Semua kunikmati secara sadar dan penuh kepuasan. Setelah lama surga ku raih dan kudapati. Tepat pukul dua belas malam. Aku pulang kerumah. sampai dirumah aku tidak bisa mengendalikan diriku sendiri. Wajah samar-samar. Terperangkap hawa nafsu setan. Badanku sempoyongan tak bisa ku kendalikan. Aku membuka pintu rumah. Suara neraka itu masih saja terjadi. Pecahan gelas-gelas perabotan rumah tungga semakin dekat terdengar. Aku bingung apa yang harus akau lakukan. Aku mencoba untuk menyeimbagkan akal dan perbuatanku. Tetap aku tidak bisa.

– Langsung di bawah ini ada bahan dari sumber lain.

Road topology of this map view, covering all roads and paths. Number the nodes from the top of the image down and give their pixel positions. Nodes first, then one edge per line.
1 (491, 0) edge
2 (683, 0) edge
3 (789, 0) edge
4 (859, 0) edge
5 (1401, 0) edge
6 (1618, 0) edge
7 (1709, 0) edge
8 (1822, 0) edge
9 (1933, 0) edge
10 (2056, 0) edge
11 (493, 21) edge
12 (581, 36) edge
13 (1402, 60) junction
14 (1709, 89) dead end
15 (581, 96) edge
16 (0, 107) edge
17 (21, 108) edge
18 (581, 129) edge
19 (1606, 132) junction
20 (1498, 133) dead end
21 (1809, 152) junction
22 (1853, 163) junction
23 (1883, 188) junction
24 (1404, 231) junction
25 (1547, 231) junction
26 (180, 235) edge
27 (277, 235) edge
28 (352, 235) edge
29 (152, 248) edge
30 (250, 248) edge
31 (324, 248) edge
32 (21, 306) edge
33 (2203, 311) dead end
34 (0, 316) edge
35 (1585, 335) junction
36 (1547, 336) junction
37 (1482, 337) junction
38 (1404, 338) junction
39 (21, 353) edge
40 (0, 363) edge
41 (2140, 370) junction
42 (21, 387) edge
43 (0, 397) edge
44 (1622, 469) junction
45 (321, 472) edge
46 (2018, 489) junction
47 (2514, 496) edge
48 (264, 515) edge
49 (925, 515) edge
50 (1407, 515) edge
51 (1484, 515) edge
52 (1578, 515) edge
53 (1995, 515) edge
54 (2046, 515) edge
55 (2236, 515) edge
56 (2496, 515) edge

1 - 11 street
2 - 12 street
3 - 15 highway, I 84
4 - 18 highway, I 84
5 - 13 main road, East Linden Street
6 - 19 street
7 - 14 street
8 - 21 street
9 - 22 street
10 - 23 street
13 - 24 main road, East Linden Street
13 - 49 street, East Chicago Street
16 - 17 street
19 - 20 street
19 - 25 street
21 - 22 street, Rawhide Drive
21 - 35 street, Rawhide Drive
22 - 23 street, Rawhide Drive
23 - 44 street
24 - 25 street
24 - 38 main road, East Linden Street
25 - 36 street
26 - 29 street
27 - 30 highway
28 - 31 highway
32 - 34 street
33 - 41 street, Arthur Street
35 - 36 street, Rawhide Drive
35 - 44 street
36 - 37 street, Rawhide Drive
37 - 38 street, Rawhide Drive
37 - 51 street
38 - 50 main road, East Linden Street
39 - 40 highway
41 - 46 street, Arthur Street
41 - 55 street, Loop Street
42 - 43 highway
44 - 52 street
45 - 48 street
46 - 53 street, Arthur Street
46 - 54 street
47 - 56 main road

“Tuhan, apa yang harus akau lakukan ”. sempat saat itu aku memanggil tuhan. Tuhan yang tak pernah ada, namun kasih sayangnya selalu ada. Dengan cepat aku dobrak pintu itu sekuat tenaga. Kemudian aku meneriakkan suara dengan lantang
“Diam..!!!!!!!”
“Aku bosan dengan semua ini”
“Apa yang kalian inginkan”
“Aku ini anakmu yang butuh perhatianmu”
Tanpa pikir panjang aku lari menuju dapur mengambil pisau. Pisau itu aku bawa dengan hati yang penuh dengan amarah, penuh dengan kejahiliyaan. Penuh dengan kebodohan. Aku berjalan dengan cepat, napas ku tak teratur saat dihembuskan. Sama halnya banteng yang mau menerjang kain merah saat pertunjukkan matador di negara Spanyol. Saya ibaratkan kain merah itu adalah orang tuaku, aku meneerjang mereka, tanpa olah pikir jiwa, aku tusukkan pisau itu di perut mereka berdua. Darah mengalir berceceran di lantai. Ada rasa menyesal, tapi juga ada rasa kebahagiaan tersendiri dalam benakku. Aku sudah mengubur dalam-dalam kenangan neraka yang pernah ada di rumahku. Tapi aku juga menyesal karena telah menghilangkan telapak surga di kedua orang tuaku. Waktu itu juga bertepatan aku ulang tahun ke 18. Hari dimana aku dilahirkan dibumi. Hari dimana aku mengenal wajah-wajah dunia. Tapi setitik hempasan napas dengan hujatan pisau aku lenyapkan mereka yang meng-adakan aku di dunia ini. Mimpi itu ternyata benar adanya. Kemesraan malam itu mungkin kemesraan yang diciptakan Tuhan untuk aku lihat terakhir kalinya.